Posted by: Dave K | June 24, 2016 at 11:03 AM
So in Dr. Maurer's ATL, Rubio is the GOP nominee and the Brits voted to stay in the EU. Diverging further and further from our reality...
Posted by: JKR | June 25, 2016 at 03:08 PM
Hahahaha!
And in that world, this Copa America game is the final, not the third place game.
Posted by: Noel Maurer | June 25, 2016 at 09:32 PM
Haha!
What a divergence though.
And now we seem to have messy uncertainty in the UK. It seems that the ones with any sense of planning and preparedness are the SNP and EU officials/other European leaders. The Brexit brigade have been busy reneging on claims and promises while the government seems to be adrift after Cameron's resignation speech.

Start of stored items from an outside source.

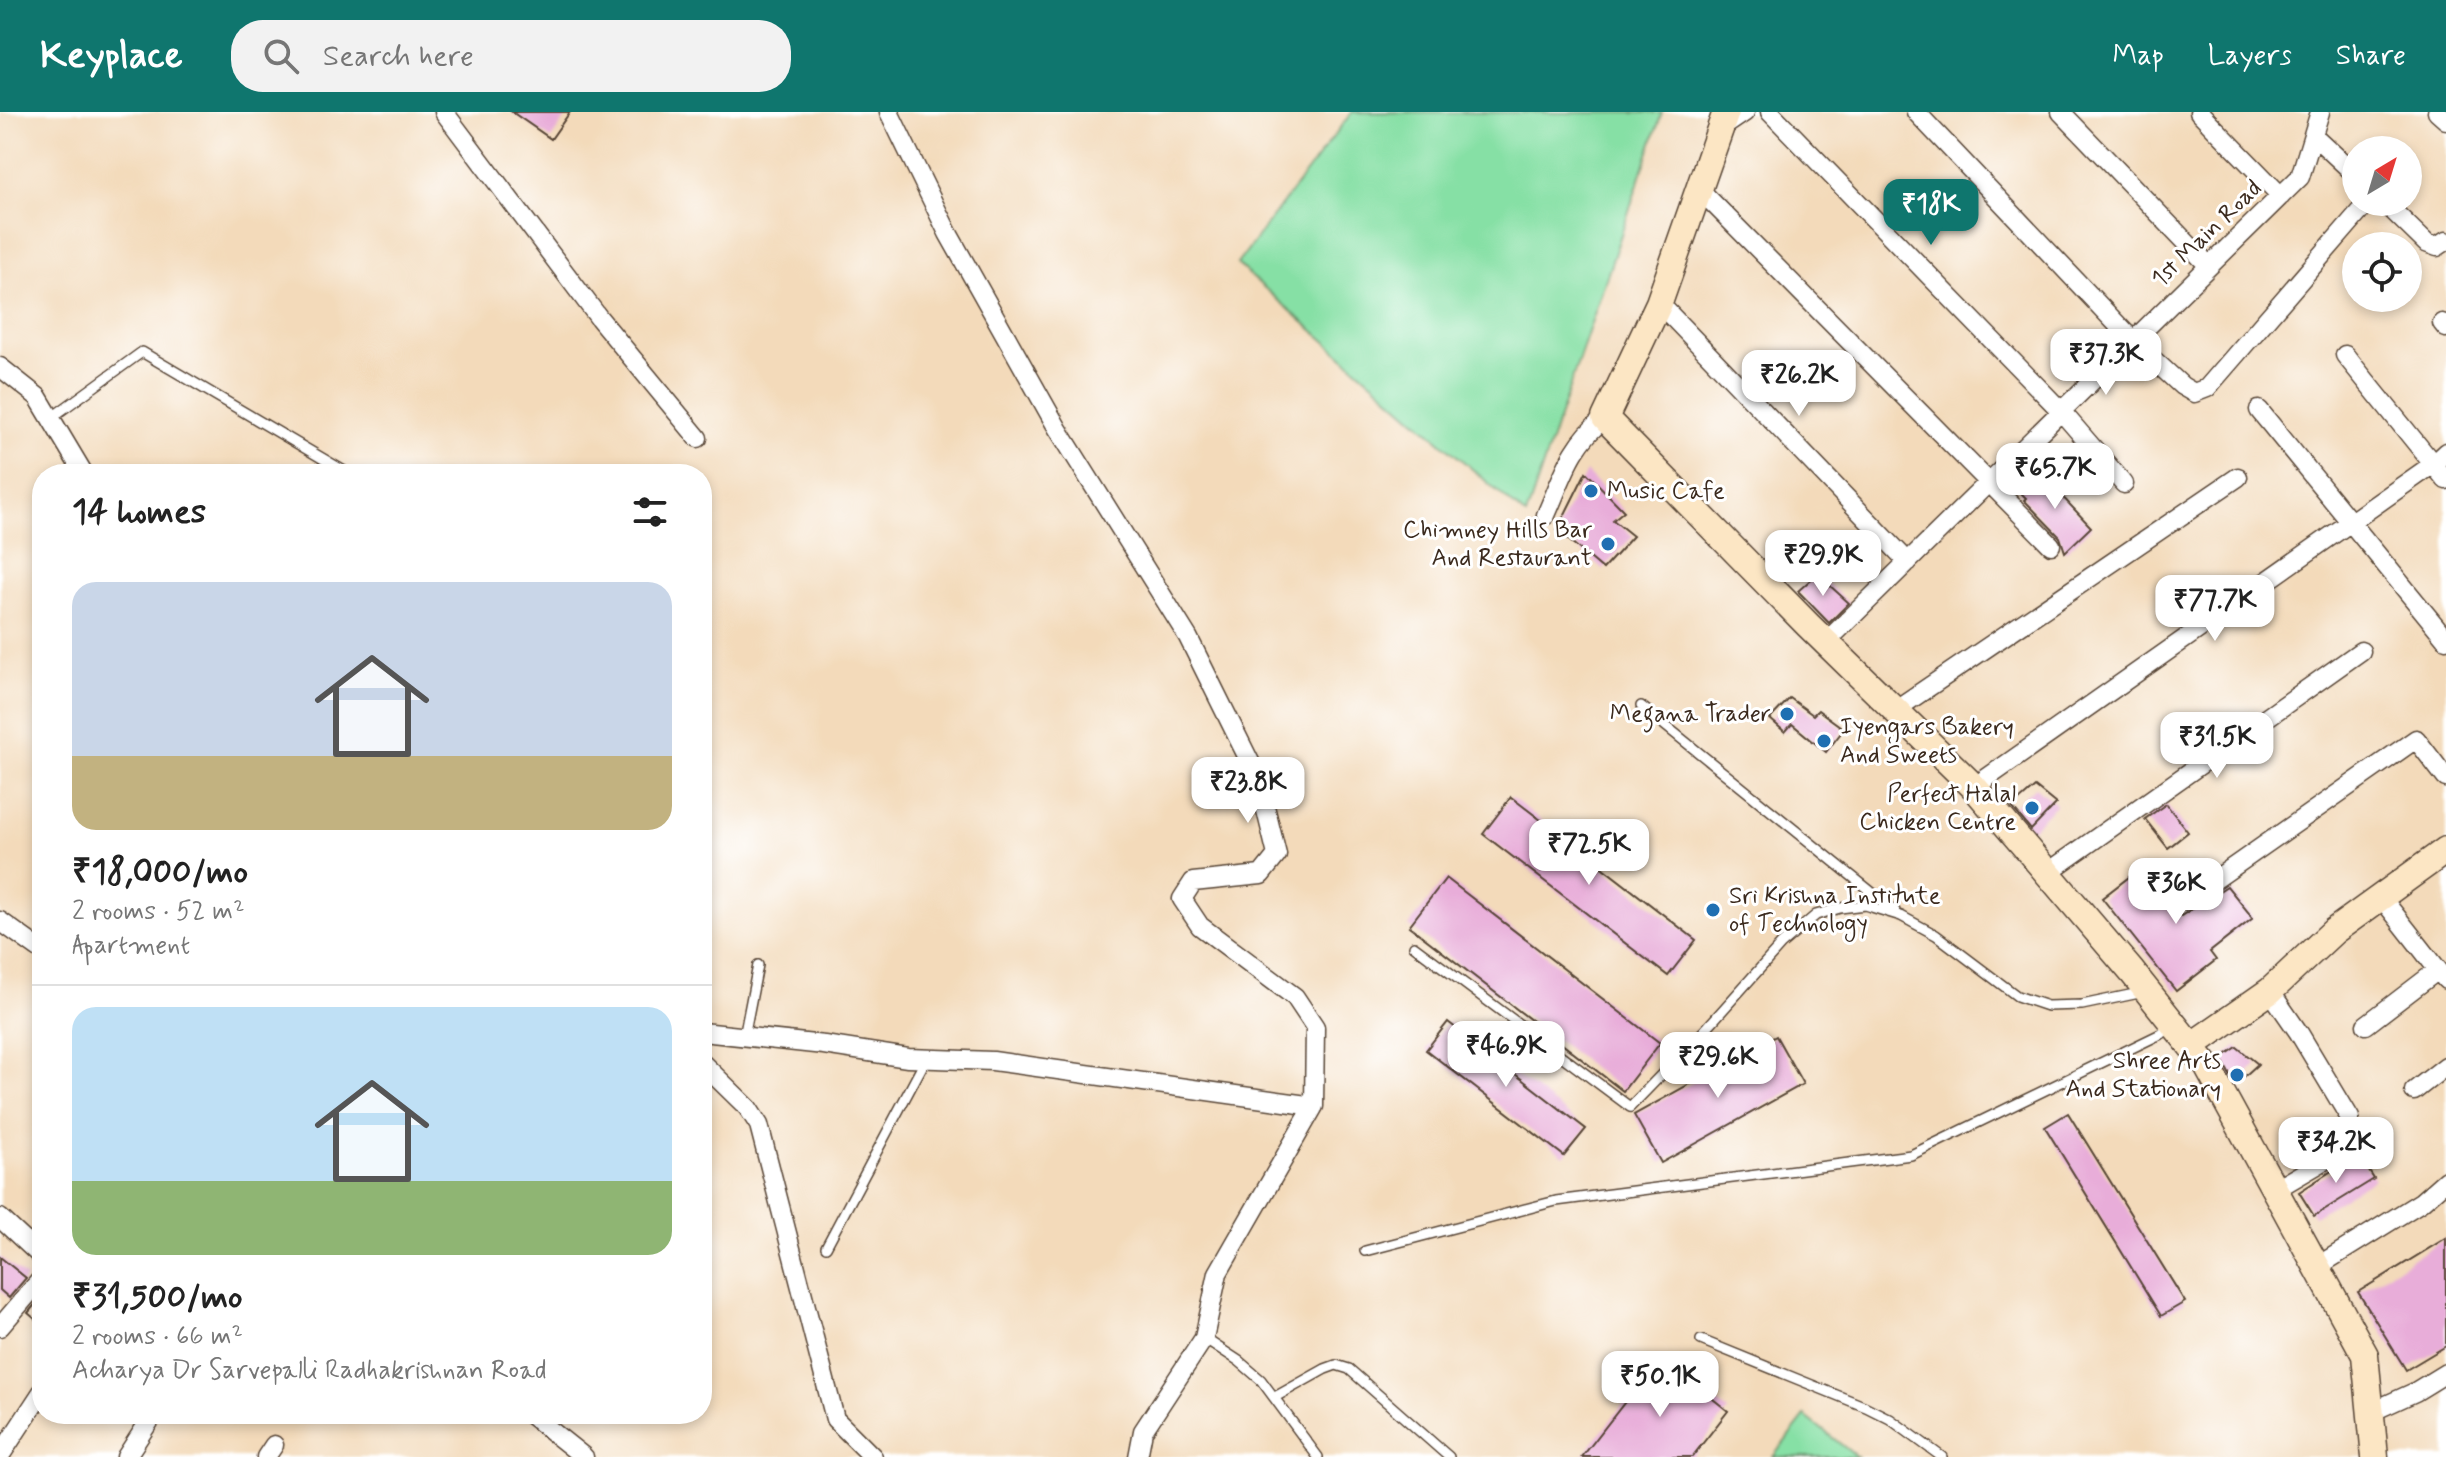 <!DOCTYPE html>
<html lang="en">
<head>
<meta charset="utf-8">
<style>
  body { margin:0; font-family:Mynerve,sans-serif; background:#f2f2f2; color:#222; height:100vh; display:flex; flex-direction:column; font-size:30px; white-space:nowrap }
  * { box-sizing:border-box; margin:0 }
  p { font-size:26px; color:#767676 }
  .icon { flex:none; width:44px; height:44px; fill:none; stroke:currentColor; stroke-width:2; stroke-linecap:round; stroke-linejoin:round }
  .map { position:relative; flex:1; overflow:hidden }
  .drawer { position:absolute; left:32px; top:352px; width:680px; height:960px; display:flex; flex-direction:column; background:#fff; border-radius:32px; box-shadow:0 4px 12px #0003 }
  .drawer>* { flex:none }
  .needle { width:52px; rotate:38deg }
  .controls { position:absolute; left:2342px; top:24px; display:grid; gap:16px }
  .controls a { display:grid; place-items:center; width:80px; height:80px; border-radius:50%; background:#fff; box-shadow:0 4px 12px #0003; font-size:40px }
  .price { position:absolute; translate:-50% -68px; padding:0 18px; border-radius:16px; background:#fff; color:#222; font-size:26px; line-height:52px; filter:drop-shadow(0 2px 4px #0008) }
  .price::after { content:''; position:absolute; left:50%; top:48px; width:24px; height:18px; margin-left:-12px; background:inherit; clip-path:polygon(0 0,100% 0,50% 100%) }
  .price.on { background:#0f766e; color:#fff }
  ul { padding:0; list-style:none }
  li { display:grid; align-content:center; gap:16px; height:424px; padding:0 40px }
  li+li { border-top:2px solid #e0e0e0 }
  li span { display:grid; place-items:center; height:248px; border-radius:24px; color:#555 }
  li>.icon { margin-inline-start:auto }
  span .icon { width:144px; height:144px; fill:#fffc; stroke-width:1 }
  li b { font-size:34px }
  h2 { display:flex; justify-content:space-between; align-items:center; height:96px; padding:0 40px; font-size:34px }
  header { display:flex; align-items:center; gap:48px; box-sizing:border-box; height:112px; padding:0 40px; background:#0f766e; color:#fff }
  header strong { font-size:38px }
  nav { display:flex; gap:44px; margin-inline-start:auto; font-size:28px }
  .search { width:560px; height:72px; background:#f2f2f2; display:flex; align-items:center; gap:20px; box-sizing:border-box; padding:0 28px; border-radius:32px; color:#767676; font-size:30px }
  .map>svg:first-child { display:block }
</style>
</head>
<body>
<header>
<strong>Keyplace</strong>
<div class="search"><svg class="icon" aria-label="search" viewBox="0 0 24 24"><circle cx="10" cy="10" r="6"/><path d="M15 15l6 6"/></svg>Search here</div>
<nav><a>Map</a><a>Layers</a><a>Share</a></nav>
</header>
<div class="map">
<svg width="2446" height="1345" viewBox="0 0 2446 1345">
  <rect width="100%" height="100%" fill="#fff"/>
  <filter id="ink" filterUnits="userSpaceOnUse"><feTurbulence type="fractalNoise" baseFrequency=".0125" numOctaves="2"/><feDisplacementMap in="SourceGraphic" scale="16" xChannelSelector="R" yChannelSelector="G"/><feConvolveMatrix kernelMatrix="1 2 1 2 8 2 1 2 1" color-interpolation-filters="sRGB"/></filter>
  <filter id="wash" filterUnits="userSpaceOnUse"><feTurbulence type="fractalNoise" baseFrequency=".006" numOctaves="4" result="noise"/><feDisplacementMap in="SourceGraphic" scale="32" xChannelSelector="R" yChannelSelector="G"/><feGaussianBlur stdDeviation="1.8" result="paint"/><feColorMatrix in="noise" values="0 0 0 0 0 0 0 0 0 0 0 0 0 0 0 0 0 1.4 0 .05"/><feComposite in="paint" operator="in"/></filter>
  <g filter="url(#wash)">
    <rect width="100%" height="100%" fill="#f3daba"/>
    <path fill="#86e0a5" stroke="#608562" stroke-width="2" d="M 1352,0 L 1662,1 L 1526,404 L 1237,152 Z
      M 1805,1304 L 1857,1345 L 1773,1345 Z"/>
    <g id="blocks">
      <path fill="#e8add9" d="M 512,0 L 570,0 L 551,27 Z
        M 1586,360 L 1624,399 L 1613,408 L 1633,424 L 1603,457 L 1557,418 Z
        M 2039,360 L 2091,415 L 2065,440 L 2060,425 L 2024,388 L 2026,386 L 2019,379 Z
        M 1817,462 L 1849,491 L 1829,511 L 1798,479 Z
        M 1790,586 L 1813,603 L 1818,598 L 1844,617 L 1826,640 L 1792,612 L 1785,620 L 1770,607 Z
        M 2035,675 L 2056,692 L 2031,718 L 2012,695 Z
        M 1511,685 L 1696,828 L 1668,864 L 1483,722 Z
        M 2166,692 L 2188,720 L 2168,736 L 2145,707 Z
        M 2142,755 L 2181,804 L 2227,774 L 2253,806 L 2210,840 L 2216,848 L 2176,879 L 2102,786 Z
        M 1446,766 L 1660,931 L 1623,979 L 1409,814 Z
        M 1448,910 L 1586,1017 L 1564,1044 L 1426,938 Z
        M 1776,924 L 1803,972 L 1661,1051 L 1634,1003 Z
        M 2237,935 L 2258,952 L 2235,973 L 2221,946 Z
        M 2068,1001 L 2185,1190 L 2161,1204 L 2045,1015 Z
        M 2358,1042 L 2374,1067 L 2314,1104 L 2299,1080 Z
        M 2446,1126 L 2446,1234 L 2406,1258 L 2358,1180 Z
        M 0,1145 L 26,1166 L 9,1186 L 0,1178 Z
        M 42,1184 L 42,1213 L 28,1201 Z
        M 1660,1245 L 1728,1299 L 1692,1345 L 1582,1345 Z"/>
    </g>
  </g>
  <g filter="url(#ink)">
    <use href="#blocks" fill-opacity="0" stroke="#574435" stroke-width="2"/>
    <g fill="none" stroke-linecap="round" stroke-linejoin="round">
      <defs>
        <path id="lane" d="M 51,306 L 142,240 L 349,362
          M 1641,594 L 1895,799
          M 1414,834 L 1630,995 L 1703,920 L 1781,833 L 1816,803 L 1840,796 L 1865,793 L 1901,804 L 1936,823 L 2017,884 L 2047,894 L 2082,893 L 2144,880
          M 744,925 L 758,853
          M 826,1135 L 926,947
          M 1365,1139 L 1556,1089 L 1911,1043 L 2173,916
          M 1204,1226 L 1239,1249 L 1261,1268 L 1318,1345
          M 1701,1228 L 1866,1295 L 1890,1307 L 1942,1345
          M 1275,1285 L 1325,1257 L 1336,1253 L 1349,1257 L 1449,1345"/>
        <path id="street" d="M 444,0 L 599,206 L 698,326
          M 889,0 L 948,121 L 1058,317 L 1188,525 L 1258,666 L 1277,743 L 1261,763 L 1193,770 L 1182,787 L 1200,814 L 1295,885 L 1315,915 L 1314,994 L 1218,1161 L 1204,1226 L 1143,1319 L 1138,1345
          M 1770,0 L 2061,299 L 2124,372
          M 1916,0 L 2133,229 L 2182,274 L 2194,281 L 2207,276 L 2368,90
          M 2061,0 L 2209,154
          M 2199,0 L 2281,84
          M 2437,0 L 2446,8
          M 1720,17 L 1745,0
          M 2313,23 L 2356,63
          M 1699,77 L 2051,433
          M 2384,90 L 2426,131 L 2437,135 L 2446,129
          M 1659,191 L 1908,450
          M 2442,211 L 2446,216
          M 2345,243 L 2446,368
          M 0,255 L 38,285 L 84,362
          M 2259,298 L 2446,527
          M 1546,403 C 1563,365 1571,332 1605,306
          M 1826,530 L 2300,65 L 2320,0
          M 1895,598 L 2238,365
          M 1974,675 L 2432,353 L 2446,340
          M 2047,761 L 2361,539
          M 2381,785 L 2446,868
          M 2186,788 L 2416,627 L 2446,666
          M 0,809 L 42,839
          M 2270,879 L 2299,921 L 2350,1006
          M 2366,913 L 2438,858
          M 702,920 L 824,933 L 908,946 L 993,949 L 1314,994
          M 702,951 L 748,996 L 759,1013 L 835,1307 L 873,1345
          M 2414,979 L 2446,954
          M 2276,1077 L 2346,1036
          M 0,1106 L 42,1145
          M 2318,1154 L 2421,1090 L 2446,1068
          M 0,1215 L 42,1166
          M 2371,1300 L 2415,1280 L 2446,1261
          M 530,1302 L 584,1345
          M 0,1344 L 42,1280
          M 126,1345 L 154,1302
          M 266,1345 L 274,1333"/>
        <path id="secondary" d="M 1726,0 L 1659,191 L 1605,306 L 1808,513 L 1974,675 L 2132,860 L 2207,954 L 2365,1243 L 2375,1345
          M 2191,934 L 2270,879 L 2334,819 L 2446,738"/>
      </defs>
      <use href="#lane" stroke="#574435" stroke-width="12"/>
      <use href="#street" stroke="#574435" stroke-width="21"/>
      <use href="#secondary" stroke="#574435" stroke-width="29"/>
      <use href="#lane" stroke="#fff" stroke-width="9"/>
      <use href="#street" stroke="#fff" stroke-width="18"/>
      <use href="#secondary" stroke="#fce6c4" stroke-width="26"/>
    </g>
  </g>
  <g fill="#1f6fb2" stroke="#fff" stroke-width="3">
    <circle cx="1591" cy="379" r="8"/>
    <circle cx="1608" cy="432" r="8"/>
    <circle cx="1787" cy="602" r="8"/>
    <circle cx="1824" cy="629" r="8"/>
    <circle cx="2032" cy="696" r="8"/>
    <circle cx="1713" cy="798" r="8"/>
    <circle cx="2237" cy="963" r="8"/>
  </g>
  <g text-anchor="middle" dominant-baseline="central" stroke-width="6" stroke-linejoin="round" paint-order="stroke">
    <g font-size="24" fill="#3b2a1e" stroke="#fff">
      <text transform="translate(2207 122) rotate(-44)">1st Main Road</text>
    </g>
    <g font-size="24" fill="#3b2a1e" stroke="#fff" text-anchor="end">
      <text x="1607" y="379" text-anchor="start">Music Cafe</text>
      <text x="1592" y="418">Chimney Hills Bar<tspan x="1592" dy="28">And Restaurant</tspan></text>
      <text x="1771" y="602">Megana Trader</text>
      <text x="1840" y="615" text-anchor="start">Iyengars Bakery<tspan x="1840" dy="28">And Sweets</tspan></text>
      <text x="2016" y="682">Perfect Halal<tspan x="2016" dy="28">Chicken Centre</tspan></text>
      <text x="1729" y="784" text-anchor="start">Sri Krishna Institute<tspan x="1729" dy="28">of Technology</tspan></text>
      <text x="2221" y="949">Shree Arts<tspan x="2221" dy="28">And Stationary</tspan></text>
    </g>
  </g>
</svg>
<div class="controls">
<a><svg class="needle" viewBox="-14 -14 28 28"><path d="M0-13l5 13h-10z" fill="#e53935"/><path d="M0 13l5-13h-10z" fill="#767676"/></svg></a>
<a><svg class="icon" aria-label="locate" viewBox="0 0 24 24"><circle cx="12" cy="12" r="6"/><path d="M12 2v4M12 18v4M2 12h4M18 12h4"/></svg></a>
</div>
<b class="price on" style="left:1931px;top:135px">₹18K</b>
<b class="price" style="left:2106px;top:285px">₹37.3K</b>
<b class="price" style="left:1799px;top:306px">₹26.2K</b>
<b class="price" style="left:2055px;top:399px">₹65.7K</b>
<b class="price" style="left:1823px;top:486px">₹29.9K</b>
<b class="price" style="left:2215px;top:531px">₹77.7K</b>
<b class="price" style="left:2217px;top:668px">₹31.5K</b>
<b class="price" style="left:1248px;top:713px">₹23.8K</b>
<b class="price" style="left:1589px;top:775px">₹72.5K</b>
<b class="price" style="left:2176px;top:814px">₹36K</b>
<b class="price" style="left:1506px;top:977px">₹46.9K</b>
<b class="price" style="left:1718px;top:988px">₹29.6K</b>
<b class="price" style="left:2336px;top:1073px">₹34.2K</b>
<b class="price" style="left:1660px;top:1307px">₹50.1K</b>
<section class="drawer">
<h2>14 homes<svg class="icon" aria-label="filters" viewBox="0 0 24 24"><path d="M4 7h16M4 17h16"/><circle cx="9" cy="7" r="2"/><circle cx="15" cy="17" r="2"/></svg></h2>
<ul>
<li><span style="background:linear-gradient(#c9d6e8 70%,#c2b280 0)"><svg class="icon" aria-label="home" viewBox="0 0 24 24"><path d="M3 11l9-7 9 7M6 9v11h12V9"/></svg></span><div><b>₹18,000/mo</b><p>2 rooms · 52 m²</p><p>Apartment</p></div></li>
<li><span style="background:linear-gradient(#bfe0f5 70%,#8fb573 0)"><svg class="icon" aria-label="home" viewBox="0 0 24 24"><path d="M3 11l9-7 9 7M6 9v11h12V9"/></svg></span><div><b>₹31,500/mo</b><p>2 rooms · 66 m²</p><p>Acharya Dr Sarvepalli Radhakrishnan Road</p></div></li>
</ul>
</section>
</div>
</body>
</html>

Very messy. Cameron should have resigned immediately and called for a special Conservative Party conference to elect a new Tory leader before the end of June. New PM would then invoke Article 50 and begin negotiations.
With some leave voters regretting their choice and Cameron having caked for a referendum on his own initiative (not in response to a popular petition for it) I think the appropriate term for these events is "Brexident"...or maybe just "oops!"